On the flip side, having a CMake warning for compilers 1.5y old doesn't (to me) provide any concrete benefit. As you say, the users will ignore them. So why implement logic for them? I think it just adds confusion to what we're trying to do here.

The second concern Mehdi raised James clearly seconded here:

> Finally, as the policy expressed in this commit states, and as mehdi has requested, an email should be sent to llvm-dev, setting out concretely what the new minimum compiler versions for LLVM 9 are intended to be, and why (comparing value vs harm). The most-recent email thread linked from this commit does NOT have this. I do recall seeing such things in other threads in the past, but the conclusion should be set out concretely, now.

I agree as well. The old thread, while it has been out for some time, has likely not communicated this effectively. A fresh mail that concisely and succinctly lays out the goals/plans seems like a reasonable request and easily satisfied.

Mehdi raised a third concern that has not been addressed: add some of the criteria I suggested for how to make the actual decision to upgrade to the documentation so that it doesn't have to be repeated in each -dev thread discussing this every N releases.
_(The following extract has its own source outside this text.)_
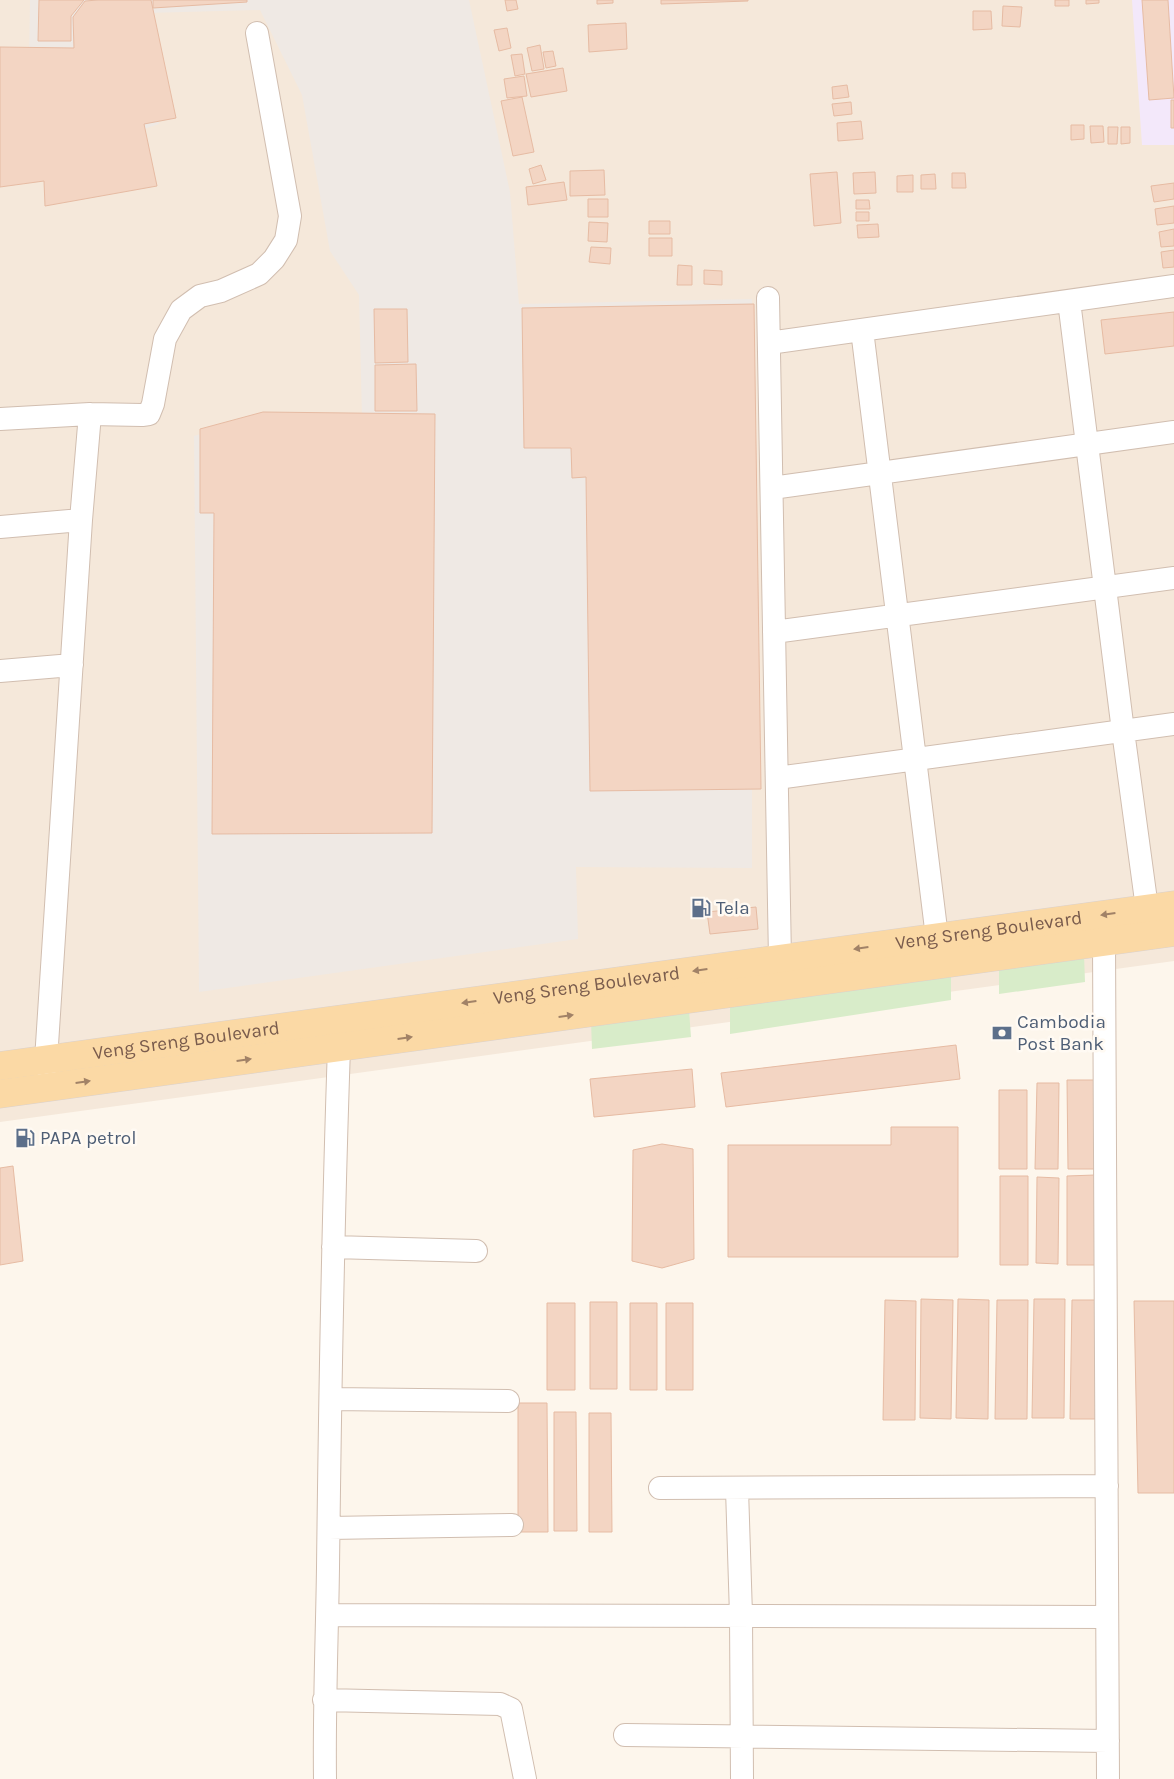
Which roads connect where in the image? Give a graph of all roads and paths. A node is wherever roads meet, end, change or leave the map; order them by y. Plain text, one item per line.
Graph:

This doesn't seem as critical to me, but also seems useful and easily done.

Perhaps there are other things worth discussing, but I think at least these things currently have not been addressed and we don't have consensus here, so I think landing the patch remains a bit premature. I *also* am not worried about getting the resolution to the above worked out and into LLVM-8, so while I'm urging taking some more time, I do *not* think this will materially delay anything.